WORK INSTRUCTION: Repeat every record below exactly, leaving out the pictures.

RECORDS FOR THE EXERCISE:
BEGIN

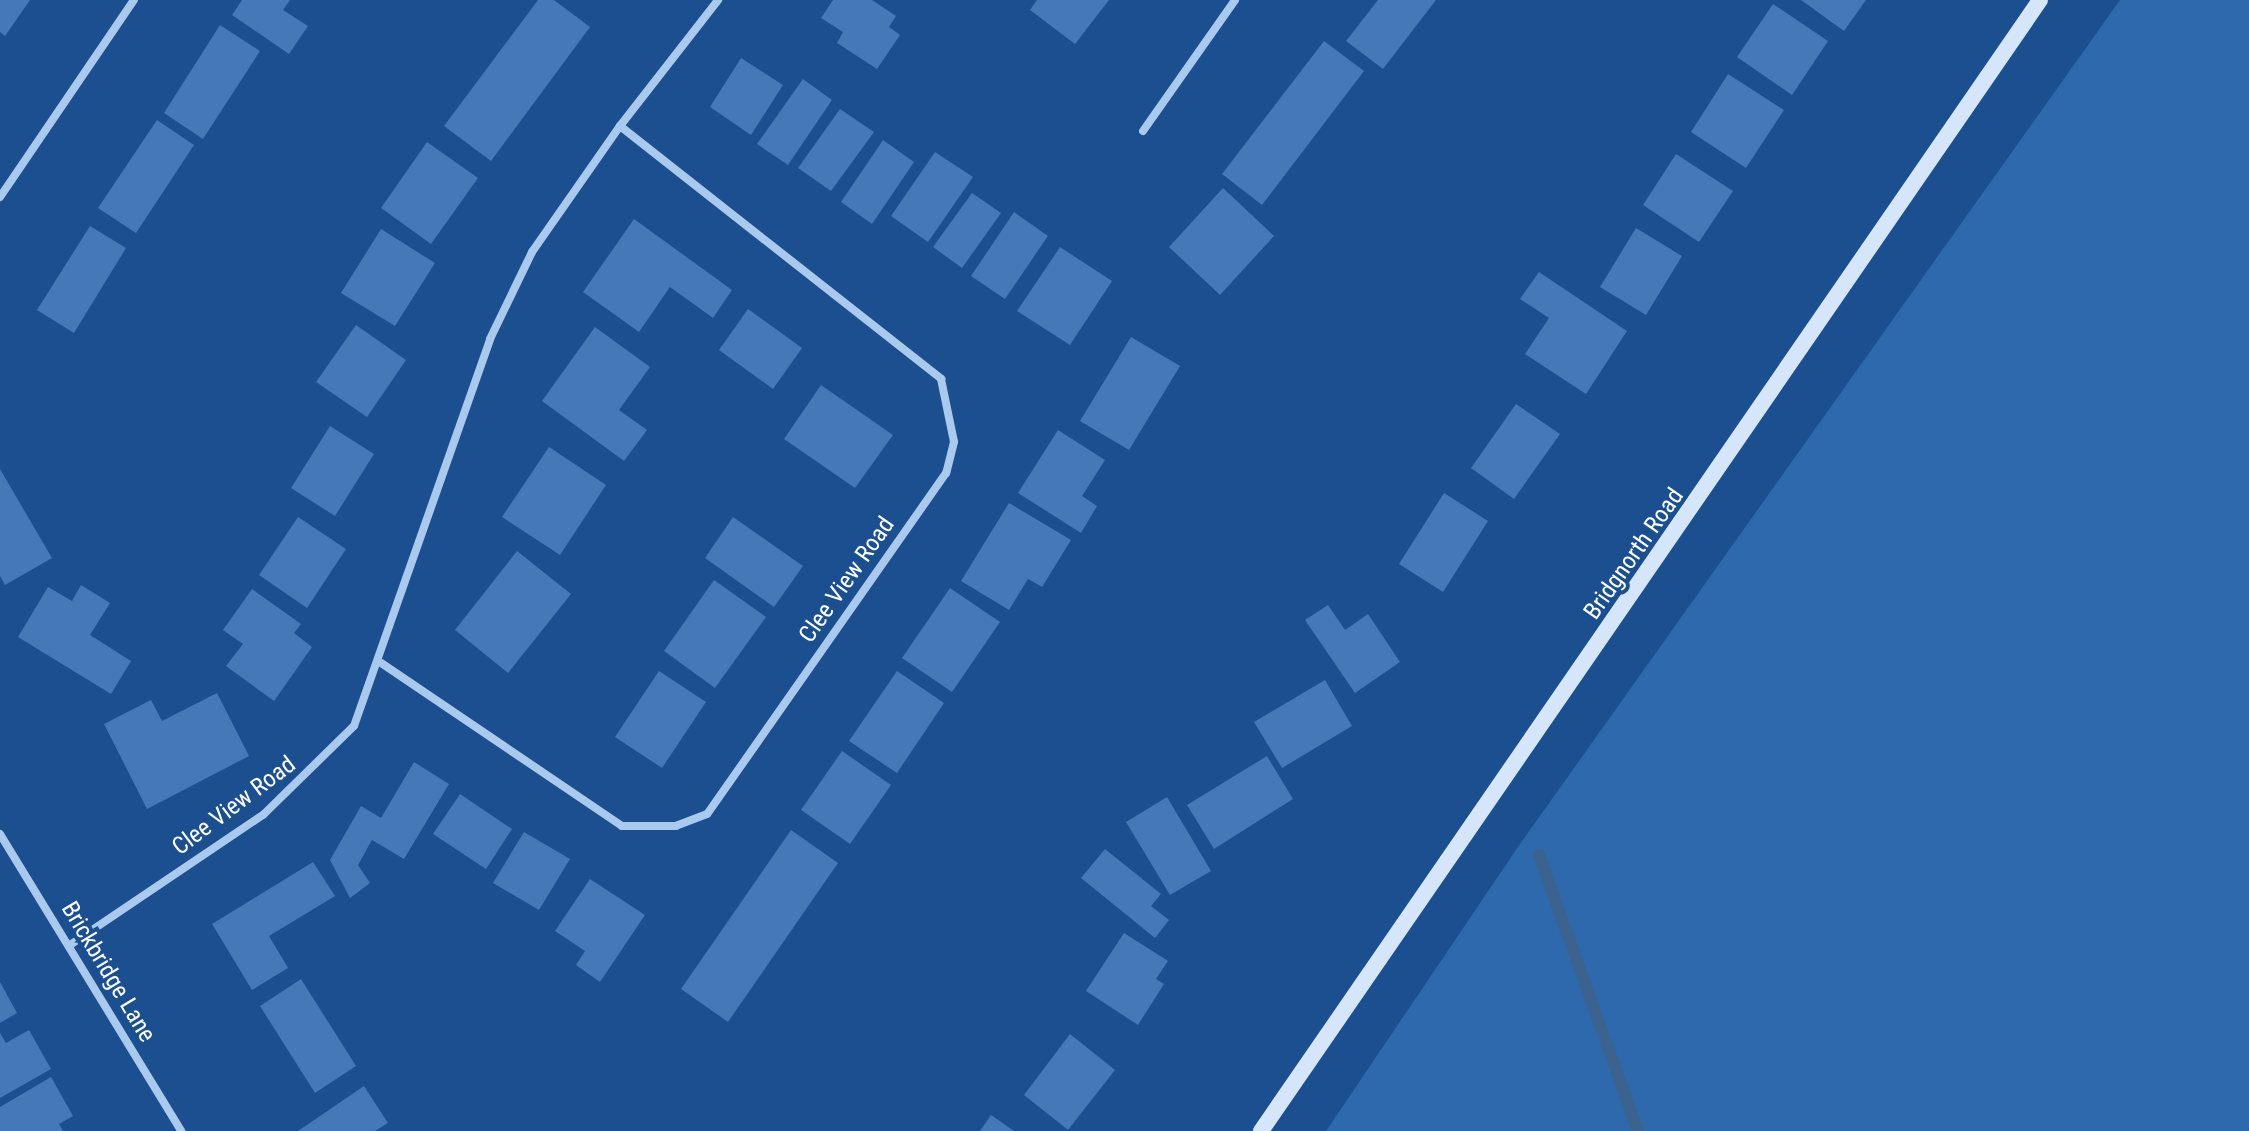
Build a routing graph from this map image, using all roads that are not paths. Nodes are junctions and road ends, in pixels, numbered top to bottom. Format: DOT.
graph roads {
  1 [pos="134,0"];
  2 [pos="718,0"];
  3 [pos="1235,0"];
  4 [pos="2040,0"];
  5 [pos="620,126"];
  6 [pos="1143,131"];
  7 [pos="0,197"];
  8 [pos="381,663"];
  9 [pos="0,834"];
  10 [pos="70,945"];
  11 [pos="181,1131"];
  12 [pos="1261,1131"];
  1 -- 7 [label="street"];
  2 -- 5 [label="street, Clee View Road"];
  3 -- 6 [label="street"];
  4 -- 12 [label="main road, Bridgnorth Road"];
  5 -- 8 [label="street, Clee View Road"];
  5 -- 8 [label="street, Clee View Road"];
  8 -- 10 [label="street, Clee View Road"];
  9 -- 10 [label="street, Brickbridge Lane"];
  10 -- 11 [label="street, Brickbridge Lane"];
}
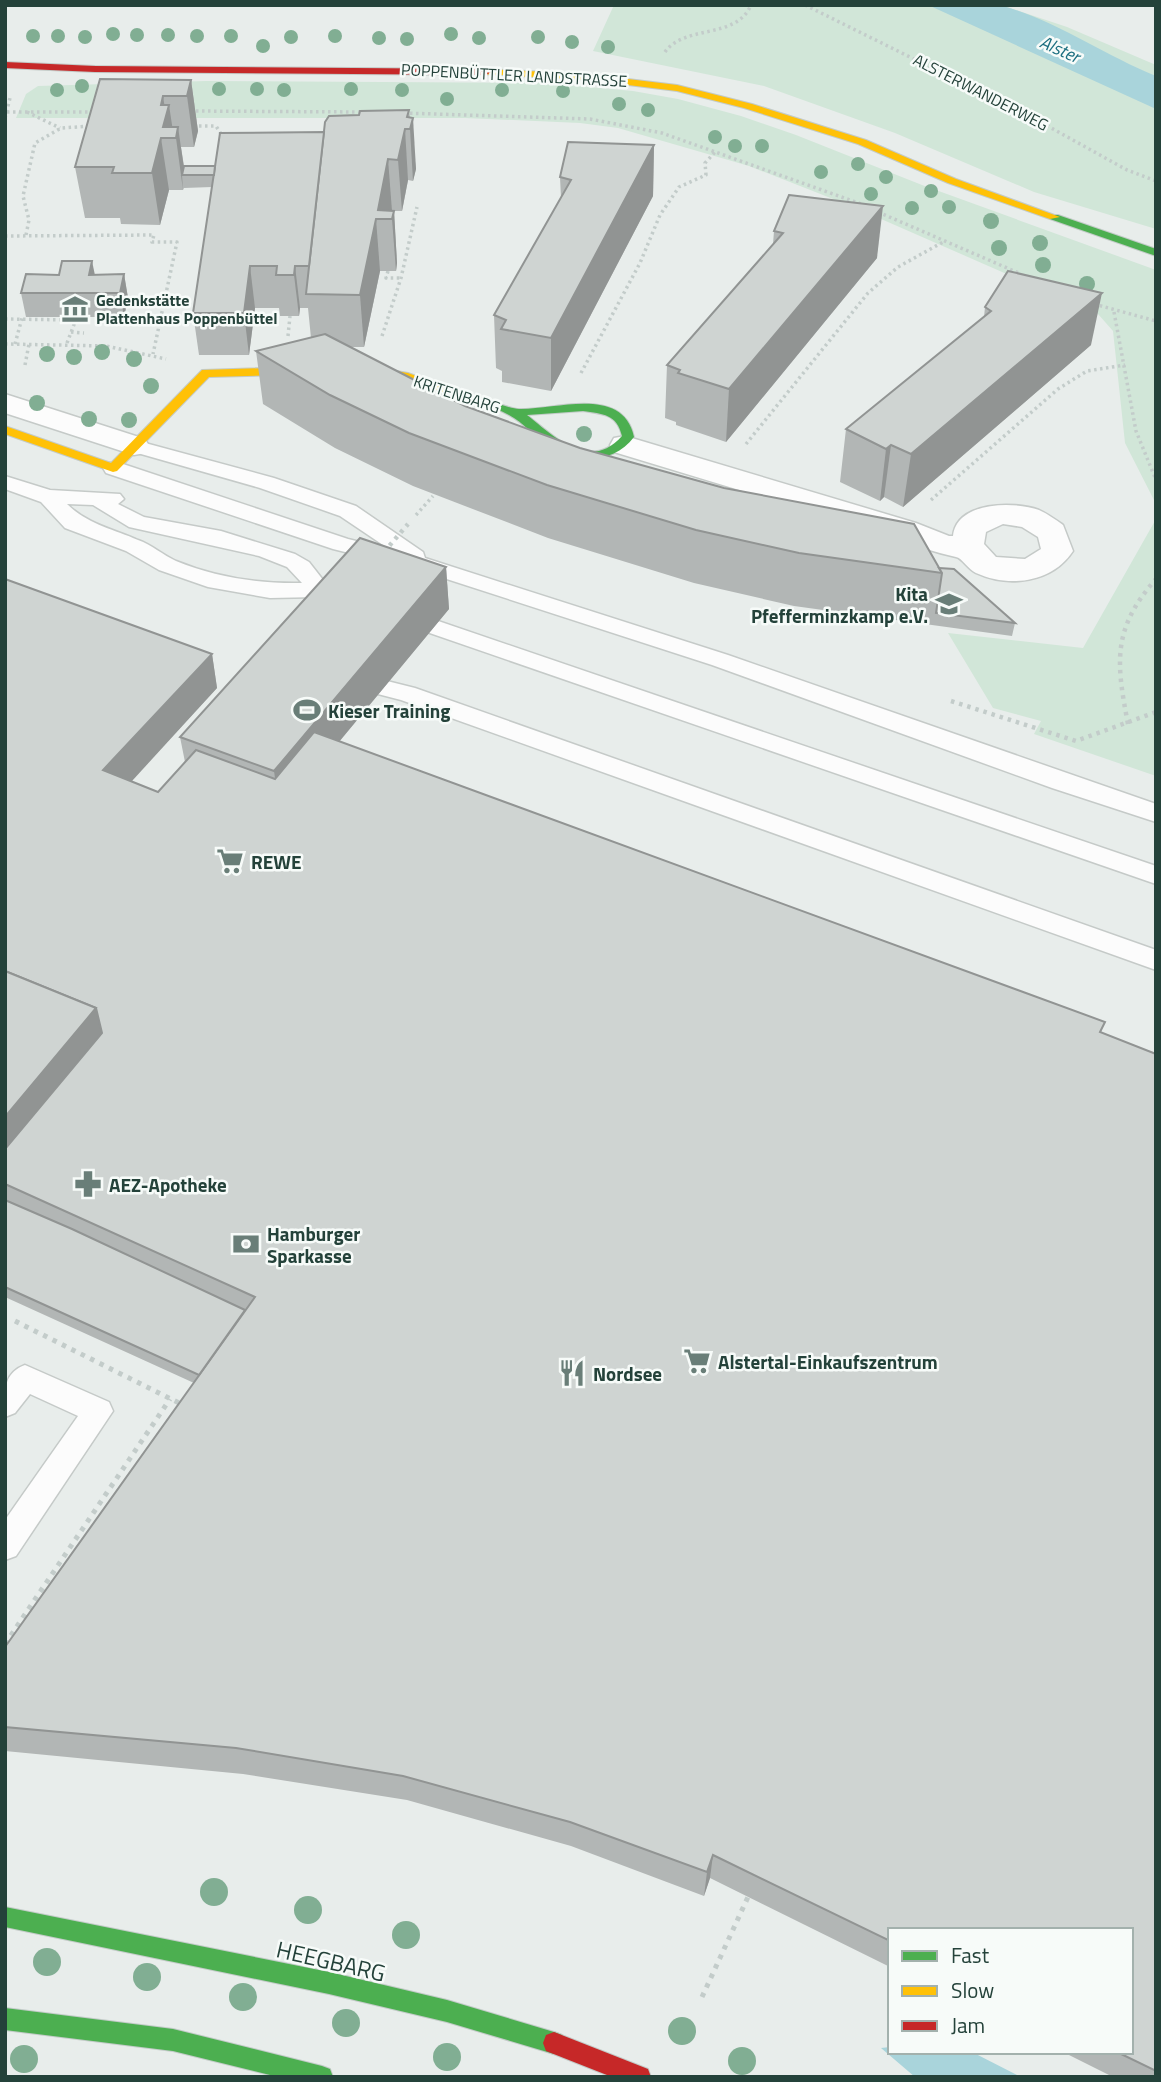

END

WRITTEN REPLY:
Build a routing graph from this map image, using all roads that are not paths. Nodes are junctions and road ends, in pixels, numbered top to bottom. Format: DOT.
graph roads {
  1 [pos="134,0"];
  2 [pos="718,0"];
  3 [pos="1235,0"];
  4 [pos="2040,0"];
  5 [pos="620,126"];
  6 [pos="1143,131"];
  7 [pos="0,197"];
  8 [pos="381,663"];
  9 [pos="0,834"];
  10 [pos="70,945"];
  11 [pos="181,1131"];
  12 [pos="1261,1131"];
  1 -- 7 [label="street"];
  2 -- 5 [label="street, Clee View Road"];
  3 -- 6 [label="street"];
  4 -- 12 [label="main road, Bridgnorth Road"];
  5 -- 8 [label="street, Clee View Road"];
  5 -- 8 [label="street, Clee View Road"];
  8 -- 10 [label="street, Clee View Road"];
  9 -- 10 [label="street, Brickbridge Lane"];
  10 -- 11 [label="street, Brickbridge Lane"];
}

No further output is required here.